■ Directions: For every record that follows, write out the text exactly and omit the picture, if one is present.
■ ■ ■ ■ ■ ■ ■
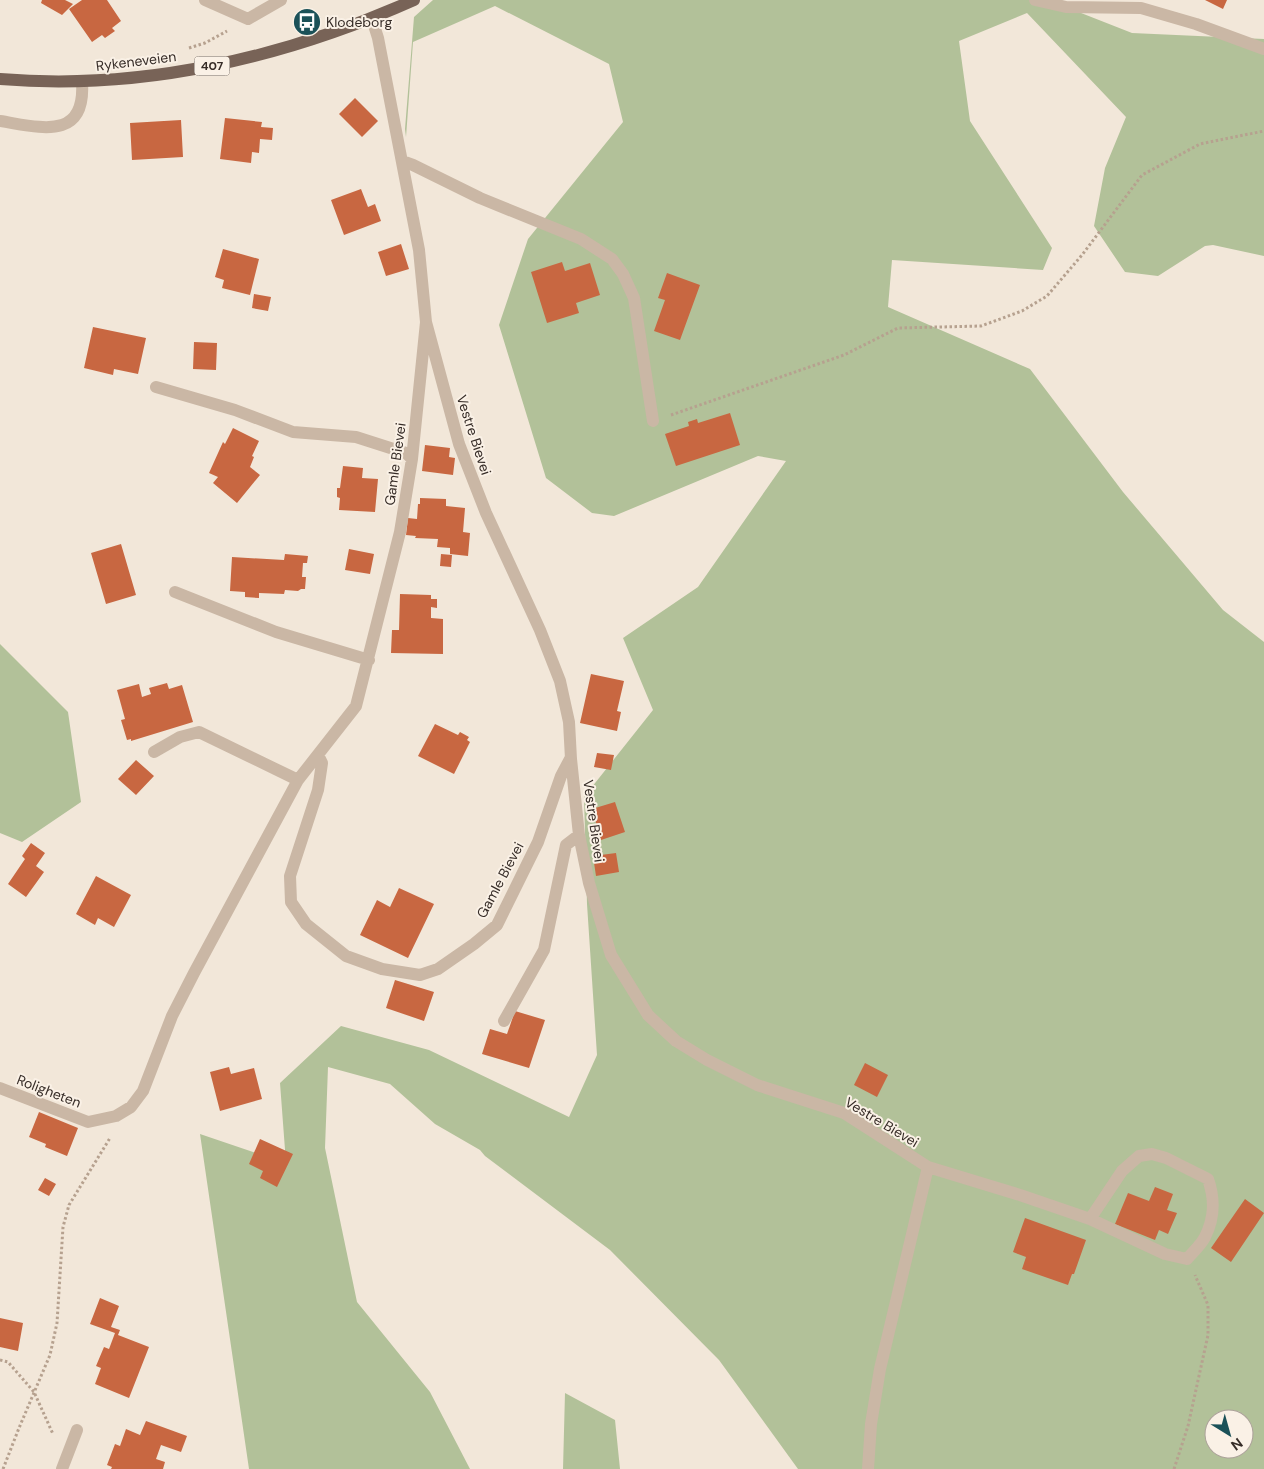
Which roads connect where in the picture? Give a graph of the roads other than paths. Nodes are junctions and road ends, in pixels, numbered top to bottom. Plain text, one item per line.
1 (205, 0) edge
2 (281, 0) edge
3 (414, 0) edge
4 (1035, 0) edge
5 (372, 19) junction
6 (1264, 49) edge
7 (0, 79) edge
8 (82, 82) junction
9 (0, 121) edge
10 (402, 161) junction
11 (426, 322) junction
12 (156, 387) dead end
13 (653, 421) road end
14 (412, 459) junction
15 (175, 592) dead end
16 (369, 660) junction
17 (154, 752) dead end
18 (318, 755) junction
19 (571, 759) junction
20 (298, 780) junction
21 (579, 835) junction
22 (504, 1021) dead end
23 (0, 1088) edge
24 (116, 1116) joint
25 (928, 1167) junction
26 (1090, 1219) junction
27 (77, 1430) dead end
28 (64, 1465) edge
29 (868, 1469) edge

1 - 2 street
3 - 5 main road, Rykeneveien / 407
4 - 6 street
5 - 8 main road, Rykeneveien / 407
5 - 10 street, Gamle Bievei
7 - 8 main road, Rykeneveien / 407
8 - 9 street
10 - 11 street, Gamle Bievei
10 - 13 street
11 - 14 street, Gamle Bievei
11 - 19 street, Vestre Bievei
12 - 14 street
14 - 16 street, Gamle Bievei
15 - 16 street
16 - 18 street, Gamle Bievei
17 - 20 street
18 - 19 street, Gamle Bievei
18 - 20 street, Gamle Bievei
19 - 21 street, Vestre Bievei
20 - 24 street, Gamle Bievei
21 - 22 street
21 - 25 street, Vestre Bievei
23 - 24 street, Roligheten
25 - 26 street, Vestre Bievei
25 - 29 street
26 - 26 street, Vestre Bievei
27 - 28 street

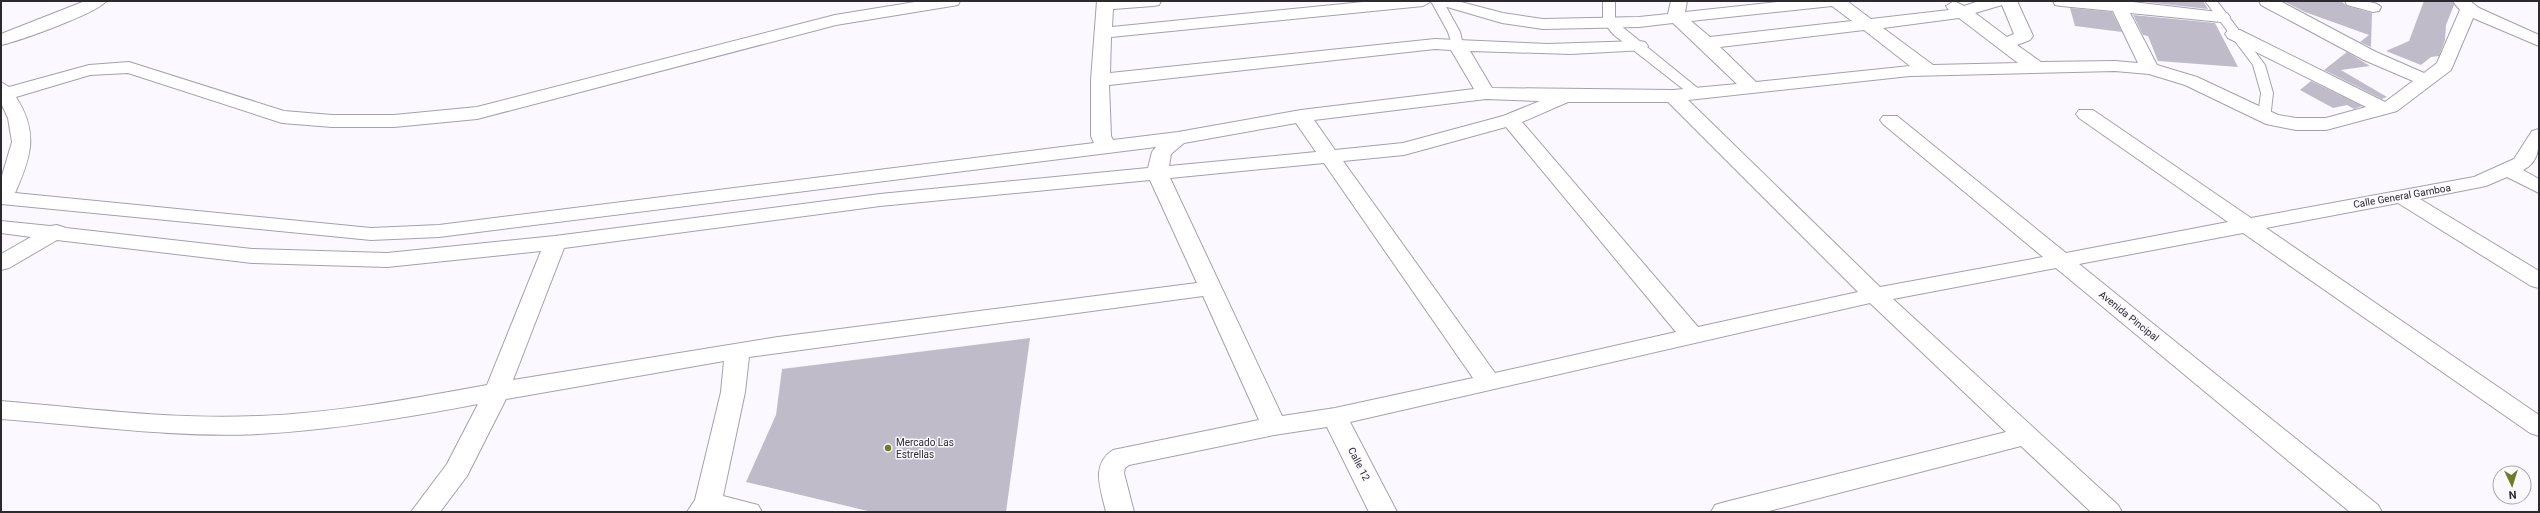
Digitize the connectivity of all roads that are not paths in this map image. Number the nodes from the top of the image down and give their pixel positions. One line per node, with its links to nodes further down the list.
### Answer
■ ■ ■ ■ ■ ■ ■
■ Solution:
Which roads connect where in the picture? Give a graph of the roads other than paths. Nodes are junctions and road ends, in pixels, numbered top to bottom. Plain text, one item per line.
1 (205, 0) edge
2 (281, 0) edge
3 (414, 0) edge
4 (1035, 0) edge
5 (372, 19) junction
6 (1264, 49) edge
7 (0, 79) edge
8 (82, 82) junction
9 (0, 121) edge
10 (402, 161) junction
11 (426, 322) junction
12 (156, 387) dead end
13 (653, 421) road end
14 (412, 459) junction
15 (175, 592) dead end
16 (369, 660) junction
17 (154, 752) dead end
18 (318, 755) junction
19 (571, 759) junction
20 (298, 780) junction
21 (579, 835) junction
22 (504, 1021) dead end
23 (0, 1088) edge
24 (116, 1116) joint
25 (928, 1167) junction
26 (1090, 1219) junction
27 (77, 1430) dead end
28 (64, 1465) edge
29 (868, 1469) edge

1 - 2 street
3 - 5 main road, Rykeneveien / 407
4 - 6 street
5 - 8 main road, Rykeneveien / 407
5 - 10 street, Gamle Bievei
7 - 8 main road, Rykeneveien / 407
8 - 9 street
10 - 11 street, Gamle Bievei
10 - 13 street
11 - 14 street, Gamle Bievei
11 - 19 street, Vestre Bievei
12 - 14 street
14 - 16 street, Gamle Bievei
15 - 16 street
16 - 18 street, Gamle Bievei
17 - 20 street
18 - 19 street, Gamle Bievei
18 - 20 street, Gamle Bievei
19 - 21 street, Vestre Bievei
20 - 24 street, Gamle Bievei
21 - 22 street
21 - 25 street, Vestre Bievei
23 - 24 street, Roligheten
25 - 26 street, Vestre Bievei
25 - 29 street
26 - 26 street, Vestre Bievei
27 - 28 street

Digitize the connectivity of all roads that are not paths in this map image. Number the nodes from the top of the image down and give their pixel positions. One line per node, with its links to nodes further down the list.
### Answer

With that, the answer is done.